■ What you are asked to do ■
Search the material below for the string "above" and extract each line that has it.

■ Task material ■
..........

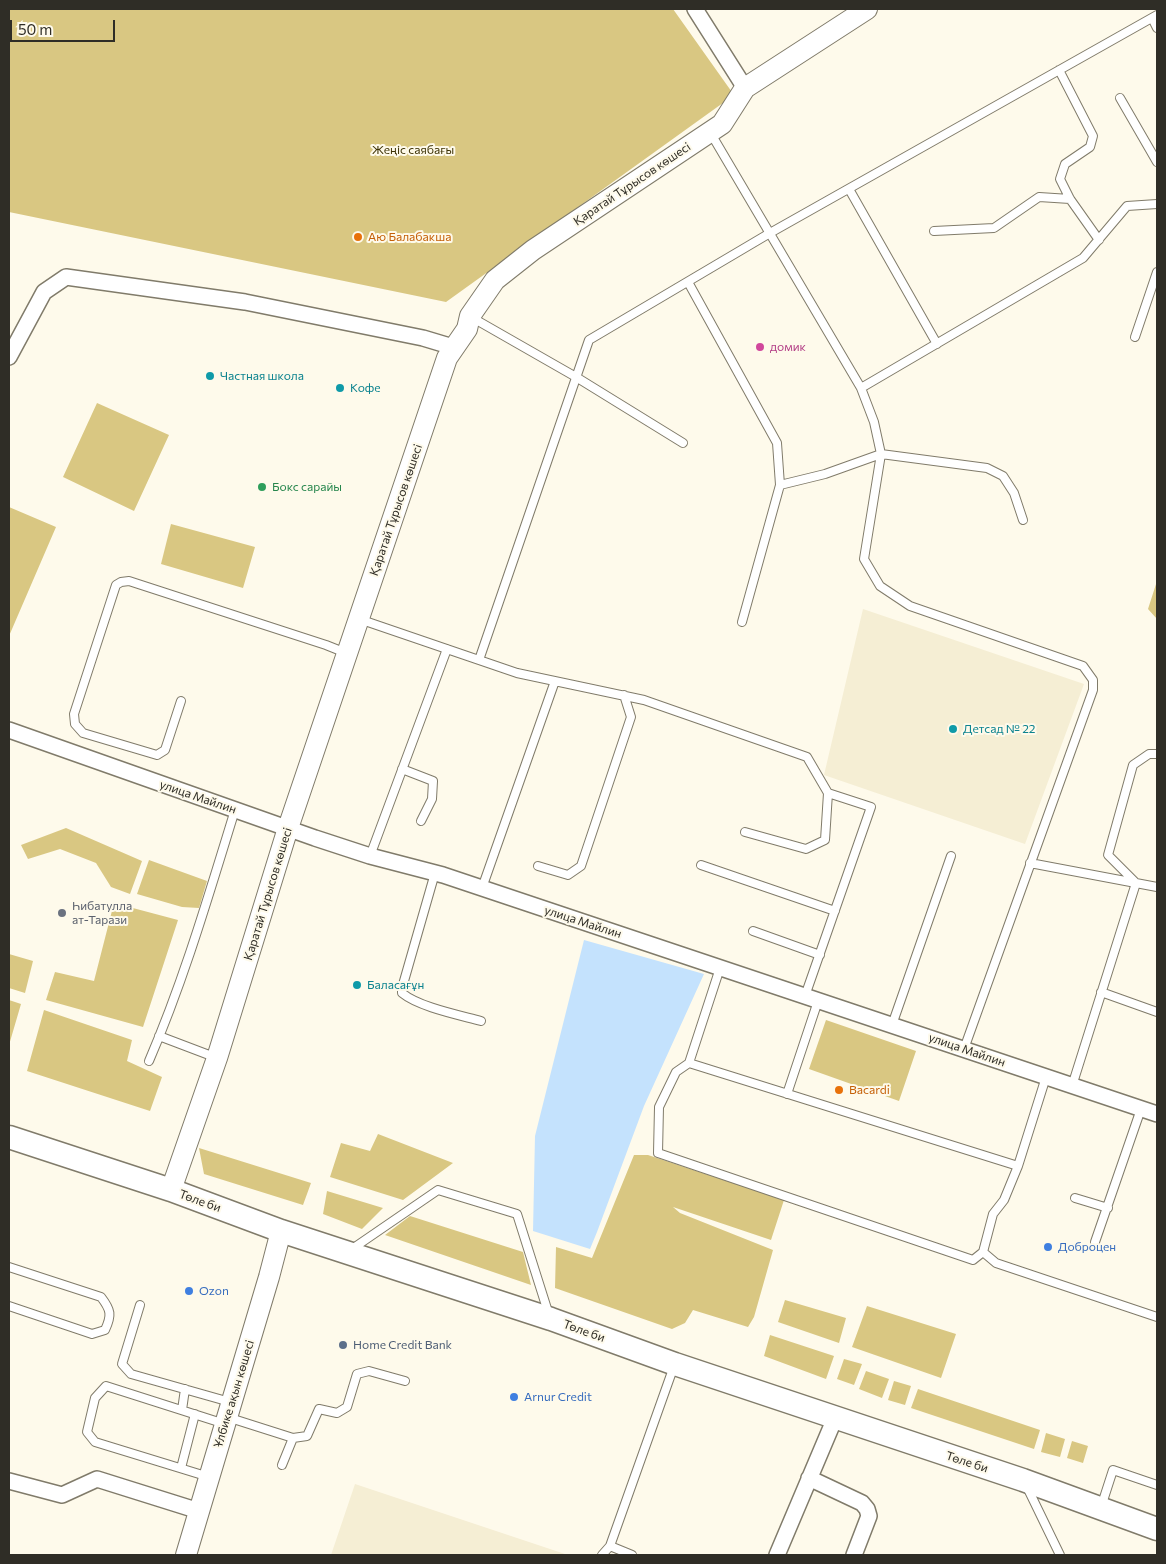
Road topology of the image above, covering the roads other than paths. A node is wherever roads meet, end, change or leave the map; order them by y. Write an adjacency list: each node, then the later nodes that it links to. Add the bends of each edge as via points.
1 (695, 9): 6 (street)
2 (866, 9): 6 (main road, Қаратай Тұрысов көшесі)
3 (1154, 17): 4 (lane); 5 (lane)
4 (1157, 28)
5 (1059, 70): 10 (lane); 11 (lane, via 1092,136 1090,147 1065,164 1060,179)
6 (745, 88): 8 (main road, Қаратай Тұрысов көшесі, via 722,124)
7 (1120, 98): 9 (lane)
8 (710, 132): 14 (lane); 18 (main road, Қаратай Тұрысов көшесі, via 533,250 494,280)
9 (1157, 162)
10 (849, 189): 14 (lane); 20 (lane)
11 (1070, 199): 13 (lane, via 1039,197 994,228); 15 (lane)
12 (1157, 204): 15 (lane, via 1127,206)
13 (934, 231)
14 (770, 234): 17 (lane); 24 (lane)
15 (1099, 240): 20 (lane, via 1083,258)
16 (1157, 272): 19 (lane)
17 (688, 282): 23 (lane, via 589,340); 27 (lane, via 777,443)
18 (470, 316): 21 (main road, Қаратай Тұрысов көшесі, via 467,329); 23 (lane)
19 (1135, 337)
20 (937, 344): 24 (lane)
21 (453, 347): 22 (street, via 245,302 66,277 44,292); 29 (main road, Қаратай Тұрысов көшесі)
22 (9, 357)
23 (576, 377): 25 (lane); 33 (lane)
24 (861, 388): 26 (lane)
25 (683, 443)
26 (882, 454): 27 (lane, via 825,474); 28 (lane, via 987,468 1004,476); 47 (lane, via 864,559 880,586 910,606 1083,666 1093,680)
27 (780, 485): 30 (lane)
28 (1023, 520)
29 (359, 619): 31 (lane); 32 (main road, Қаратай Тұрысов көшесі)
30 (742, 622)
31 (447, 649): 33 (lane); 39 (lane)
32 (348, 654): 36 (lane, via 129,581 121,582 112,594 74,714 75,724 83,733 157,755 165,750); 43 (main road, Қаратай Тұрысов көшесі)
33 (479, 660): 34 (lane)
34 (555, 681): 35 (lane); 53 (lane)
35 (624, 695): 40 (lane, via 695,716 807,756); 49 (lane, via 631,717 581,866 568,875)
36 (181, 701)
37 (9, 730): 41 (street, улица Майлин)
38 (1157, 754): 51 (lane, via 1149,754 1133,765 1108,855)
39 (402, 770): 42 (lane, via 433,781 432,799); 45 (lane)
40 (828, 793): 44 (lane, via 825,840 806,849); 54 (lane, via 871,807)
41 (235, 810): 43 (street, улица Майлин); 63 (lane, via 201,919)
42 (421, 821)
43 (288, 828): 45 (street, улица Майлин); 65 (main road, Қаратай Тұрысов көшесі)
44 (745, 832)
45 (370, 856): 50 (street, улица Майлин)
46 (951, 856): 62 (lane)
47 (1030, 863): 51 (lane); 64 (lane)
48 (701, 865): 54 (lane)
49 (538, 866)
50 (435, 873): 53 (street, улица Майлин); 61 (lane, via 402,993 421,1003)
51 (1136, 883): 52 (lane); 58 (lane)
52 (1157, 887)
53 (482, 888): 57 (street, улица Майлин)
54 (835, 911): 56 (lane)
55 (753, 931): 56 (lane)
56 (820, 955): 59 (lane)
57 (720, 968): 59 (street, улица Майлин); 67 (lane)
58 (1101, 992): 60 (lane); 69 (lane)
59 (812, 998): 62 (street, улица Майлин); 70 (lane)
60 (1157, 1012)
61 (481, 1021)
62 (892, 1025): 64 (street, улица Майлин)
63 (159, 1036): 65 (lane); 66 (lane)
64 (964, 1049): 68 (street, улица Майлин)
65 (217, 1058): 75 (main road, Қаратай Тұрысов көшесі)
66 (149, 1061)
67 (689, 1063): 70 (lane); 81 (lane, via 676,1072 659,1107 658,1153 974,1260)
68 (1046, 1077): 69 (street, улица Майлин); 74 (lane)
69 (1072, 1086): 71 (street, улица Майлин)
70 (787, 1094): 74 (lane)
71 (1141, 1108): 72 (street, улица Майлин); 77 (lane)
72 (1157, 1114)
73 (9, 1137): 75 (main road, Төле би)
74 (1018, 1166): 81 (lane, via 1004,1200 994,1214)
75 (171, 1190): 78 (main road, Төле би)
76 (1075, 1198): 77 (lane)
77 (1108, 1208): 79 (lane)
78 (281, 1231): 80 (main road, Төле би); 92 (main road, Ұлбике ақын көшесі)
79 (1095, 1242)
80 (348, 1252): 86 (main road, Төле би); 86 (lane, via 438,1190 517,1214)
81 (983, 1252): 85 (lane, via 996,1263)
82 (9, 1267): 84 (lane, via 102,1297 109,1308 110,1320 105,1330 92,1334)
83 (140, 1304): 89 (lane, via 122,1364 132,1374)
84 (9, 1306)
85 (1157, 1317)
86 (551, 1319): 87 (main road, Төле би)
87 (675, 1364): 93 (main road, Төле би); 105 (lane)
88 (405, 1381): 94 (lane, via 369,1371 358,1374 347,1407 336,1413 319,1409 308,1436)
89 (186, 1389): 90 (lane); 92 (lane)
90 (182, 1410): 91 (lane); 96 (lane, via 106,1386 95,1398 87,1432 95,1442)
91 (195, 1414): 92 (lane); 96 (lane)
92 (228, 1414): 94 (lane); 97 (main road, Ұлбике ақын көшесі)
93 (835, 1418): 98 (street); 99 (main road, Төле би)
94 (293, 1438): 95 (lane)
95 (282, 1465)
96 (181, 1468): 97 (lane)
97 (209, 1477): 103 (main road, Ұлбике ақын көшесі)
98 (810, 1478): 109 (street); 110 (street, via 862,1503 867,1509 869,1516)
99 (1023, 1480): 102 (main road, Төле би); 111 (lane)
100 (9, 1481): 103 (street, via 62,1496 98,1480)
101 (1157, 1485): 102 (lane, via 1113,1470)
102 (1100, 1509): 104 (main road, Төле би)
103 (199, 1510): 106 (main road, Ұлбике ақын көшесі)
104 (1157, 1528)
105 (610, 1546): 107 (lane); 108 (lane)
106 (186, 1555)
107 (602, 1555)
108 (632, 1555)
109 (777, 1555)
110 (854, 1555)
111 (1060, 1555)

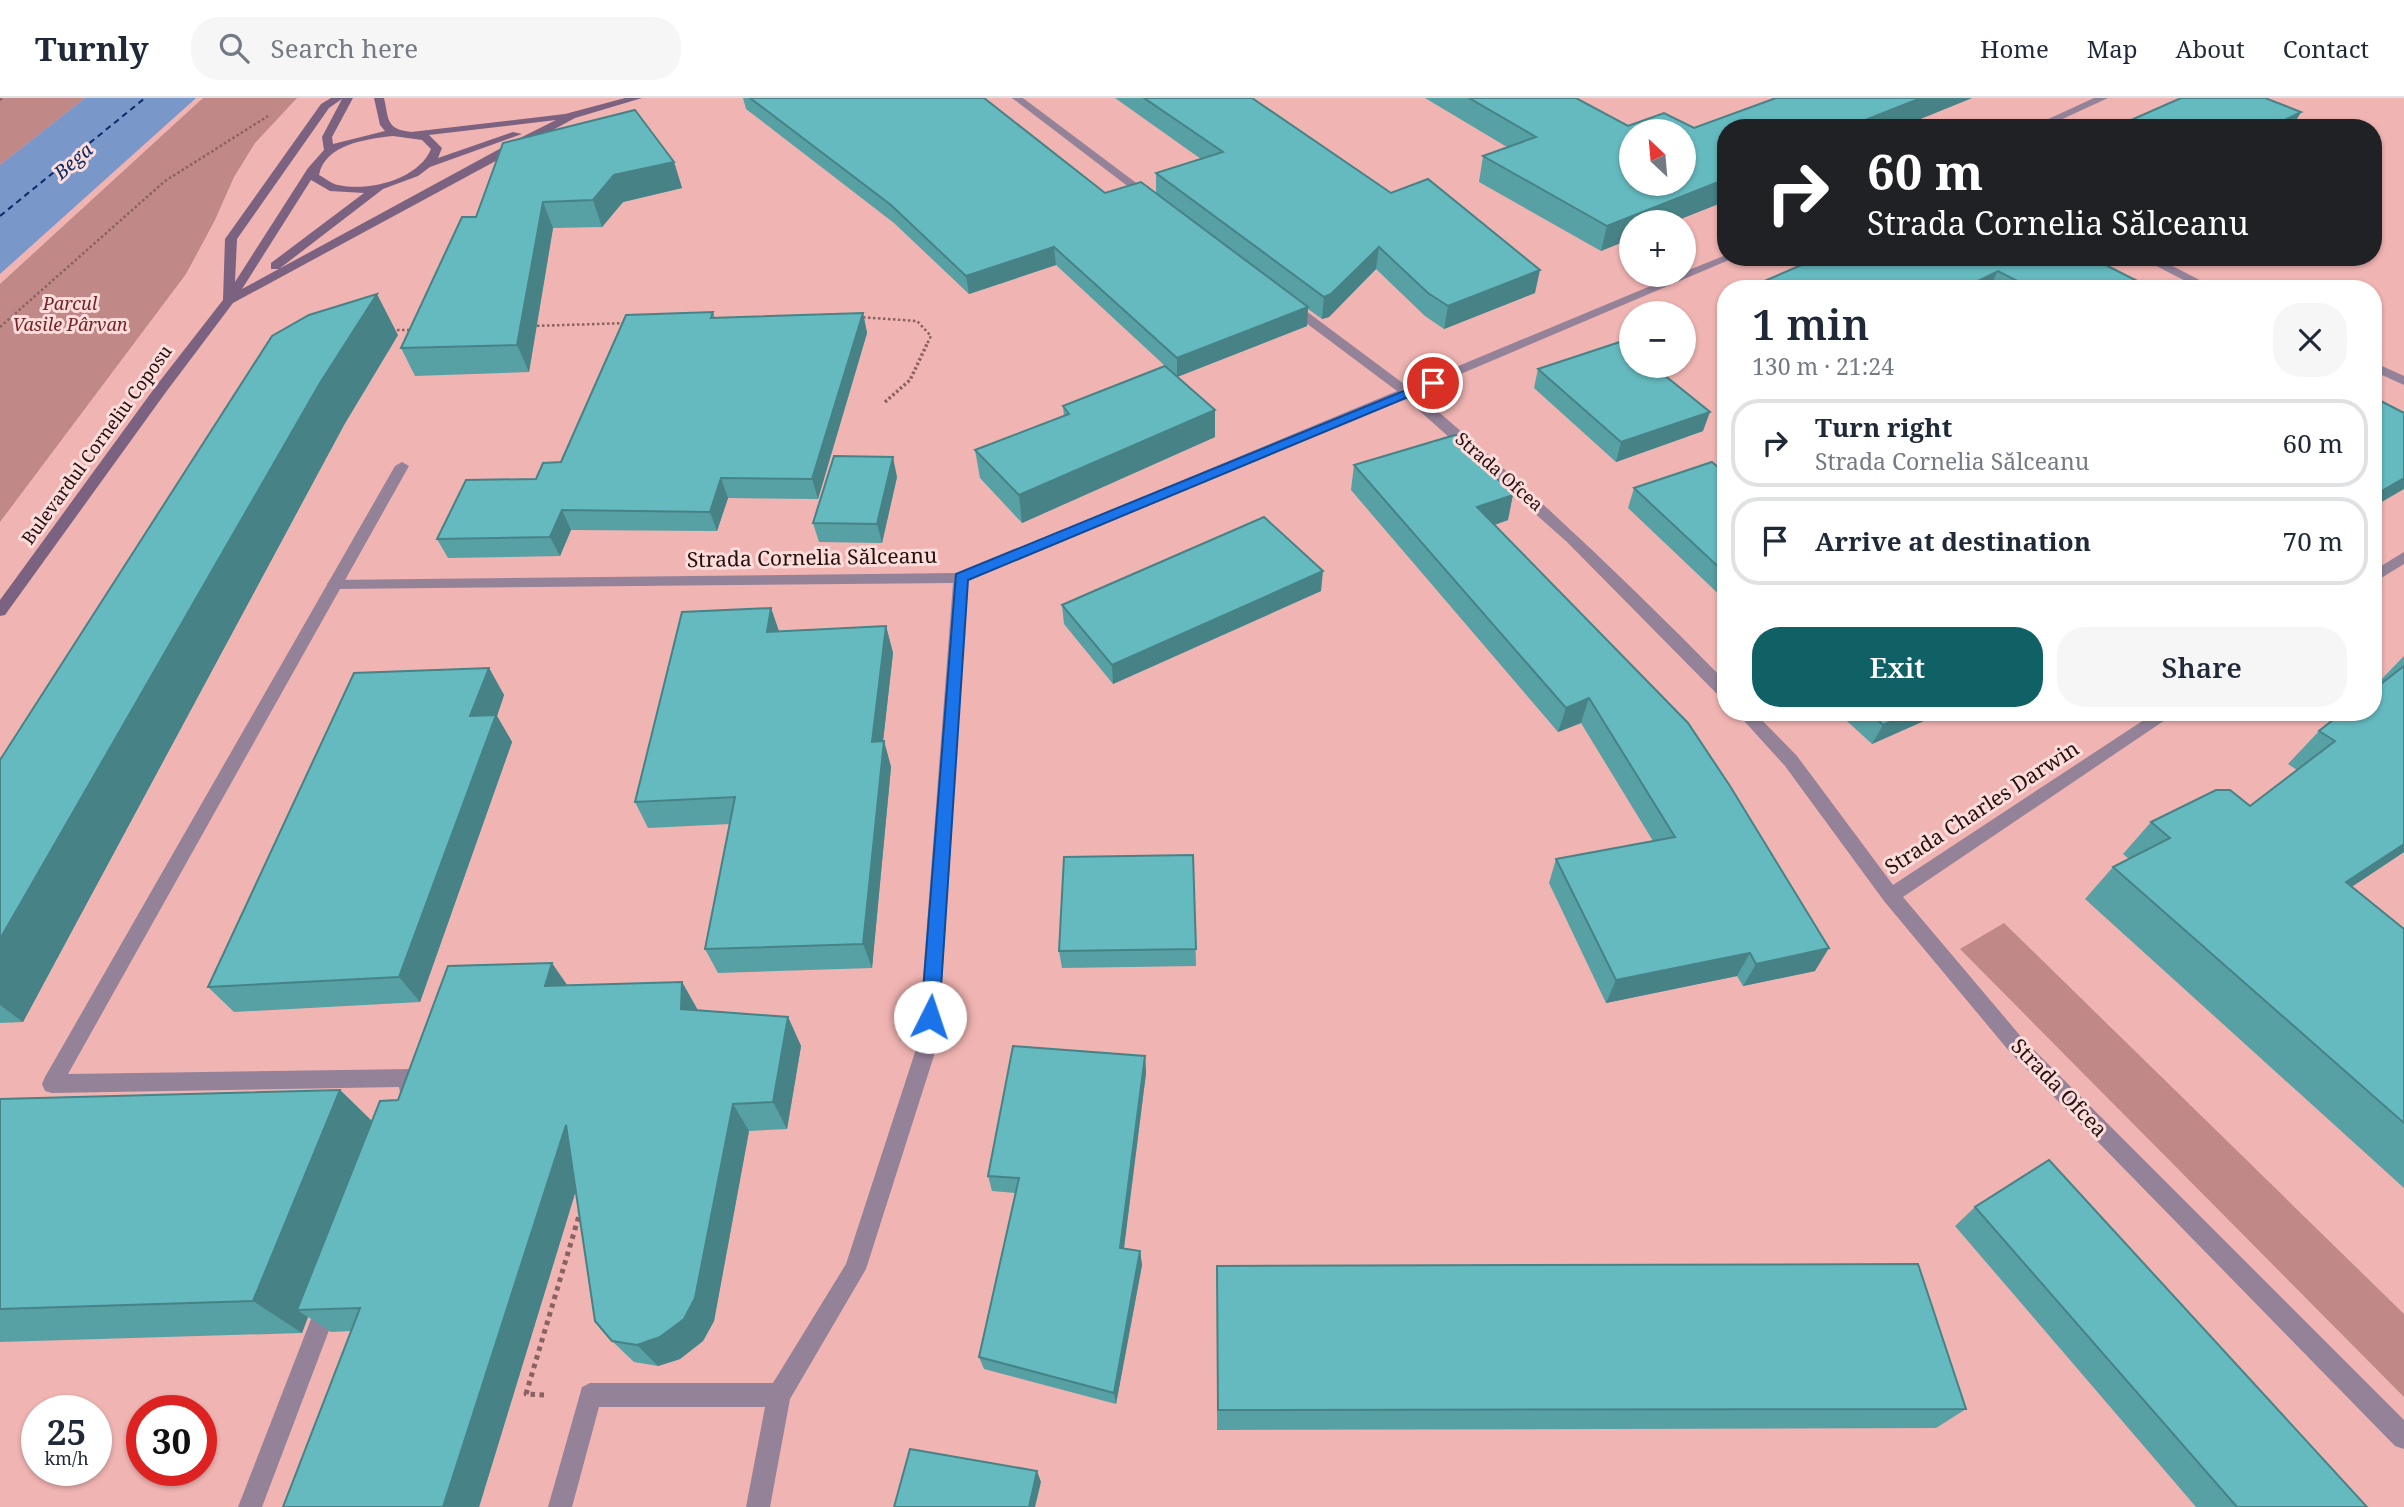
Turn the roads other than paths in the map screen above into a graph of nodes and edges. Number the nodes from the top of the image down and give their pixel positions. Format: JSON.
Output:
{"nodes":[{"id":1,"x":338,"y":98,"type":"edge"},
{"id":2,"x":348,"y":98,"type":"edge"},
{"id":3,"x":379,"y":98,"type":"edge"},
{"id":4,"x":637,"y":98,"type":"edge"},
{"id":5,"x":1017,"y":98,"type":"edge"},
{"id":6,"x":2103,"y":98,"type":"edge"},
{"id":7,"x":575,"y":114,"type":"junction"},
{"id":8,"x":2055,"y":119,"type":"edge"},
{"id":9,"x":393,"y":133,"type":"junction"},
{"id":10,"x":415,"y":134,"type":"junction"},
{"id":11,"x":329,"y":150,"type":"junction"},
{"id":12,"x":431,"y":164,"type":"junction"},
{"id":13,"x":313,"y":168,"type":"junction"},
{"id":14,"x":380,"y":186,"type":"junction"},
{"id":15,"x":1158,"y":205,"type":"edge"},
{"id":16,"x":1717,"y":262,"type":"edge"},
{"id":17,"x":2164,"y":266,"type":"edge"},
{"id":18,"x":2192,"y":280,"type":"edge"},
{"id":19,"x":1278,"y":295,"type":"edge"},
{"id":20,"x":228,"y":302,"type":"junction"},
{"id":21,"x":2382,"y":370,"type":"edge"},
{"id":22,"x":2404,"y":381,"type":"edge"},
{"id":23,"x":1408,"y":393,"type":"junction"},
{"id":24,"x":402,"y":466,"type":"dead end"},
{"id":25,"x":2404,"y":557,"type":"edge"},
{"id":26,"x":2382,"y":572,"type":"edge"},
{"id":27,"x":961,"y":578,"type":"junction"},
{"id":28,"x":335,"y":584,"type":"junction"},
{"id":29,"x":0,"y":611,"type":"edge"},
{"id":30,"x":1717,"y":684,"type":"edge"},
{"id":31,"x":1753,"y":721,"type":"edge"},
{"id":32,"x":2155,"y":721,"type":"edge"},
{"id":33,"x":1891,"y":896,"type":"junction"},
{"id":34,"x":400,"y":1114,"type":"edge"},
{"id":35,"x":333,"y":1290,"type":"edge"},
{"id":36,"x":779,"y":1395,"type":"junction"},
{"id":37,"x":2404,"y":1437,"type":"edge"},
{"id":38,"x":250,"y":1507,"type":"edge"},
{"id":39,"x":560,"y":1507,"type":"edge"},
{"id":40,"x":758,"y":1507,"type":"edge"}],
"edges":[{"from":1,"to":20,"type":"main road"},
{"from":2,"to":11,"type":"main road"},
{"from":3,"to":9,"type":"main road"},
{"from":4,"to":7,"type":"main road"},
{"from":5,"to":15,"type":"street"},
{"from":6,"to":8,"type":"street"},
{"from":7,"to":10,"type":"main road"},
{"from":7,"to":12,"type":"main road"},
{"from":7,"to":20,"type":"main road"},
{"from":9,"to":10,"type":"main road"},
{"from":9,"to":11,"type":"main road"},
{"from":10,"to":12,"type":"main road"},
{"from":11,"to":13,"type":"main road","name":"Bulevardul Corneliu Coposu"},
{"from":12,"to":14,"type":"main road"},
{"from":13,"to":14,"type":"main road"},
{"from":13,"to":20,"type":"main road","name":"Bulevardul Corneliu Coposu"},
{"from":14,"to":20,"type":"main road","name":"Bulevardul Corneliu Coposu"},
{"from":16,"to":23,"type":"street","name":"Strada Cornelia Sălceanu"},
{"from":17,"to":18,"type":"street"},
{"from":19,"to":23,"type":"street","name":"Strada Ofcea"},
{"from":20,"to":29,"type":"main road","name":"Bulevardul Corneliu Coposu"},
{"from":21,"to":22,"type":"street"},
{"from":23,"to":27,"type":"street","name":"Strada Cornelia Sălceanu"},
{"from":23,"to":30,"type":"street","name":"Strada Ofcea"},
{"from":24,"to":28,"type":"street"},
{"from":25,"to":26,"type":"street"},
{"from":27,"to":28,"type":"street","name":"Strada Cornelia Sălceanu"},
{"from":27,"to":36,"type":"street"},
{"from":28,"to":34,"type":"street"},
{"from":31,"to":33,"type":"street","name":"Strada Ofcea"},
{"from":32,"to":33,"type":"street","name":"Strada Charles Darwin"},
{"from":33,"to":37,"type":"street","name":"Strada Ofcea"},
{"from":35,"to":38,"type":"street"},
{"from":36,"to":39,"type":"street"},
{"from":36,"to":40,"type":"street"}]}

..........

■ Exercise output ■
Road topology of the image above, covering the roads other than paths. A node is wherever roads meet, end, change or leave the map; order them by y. Write an adjacency list: each node, then the later nodes that it links to. Add the bends of each edge as via points.
Turn the roads other than paths in the map screen above into a graph of nodes and edges. Number the nodes from the top of the image down and give their pixel positions. Format: JSON.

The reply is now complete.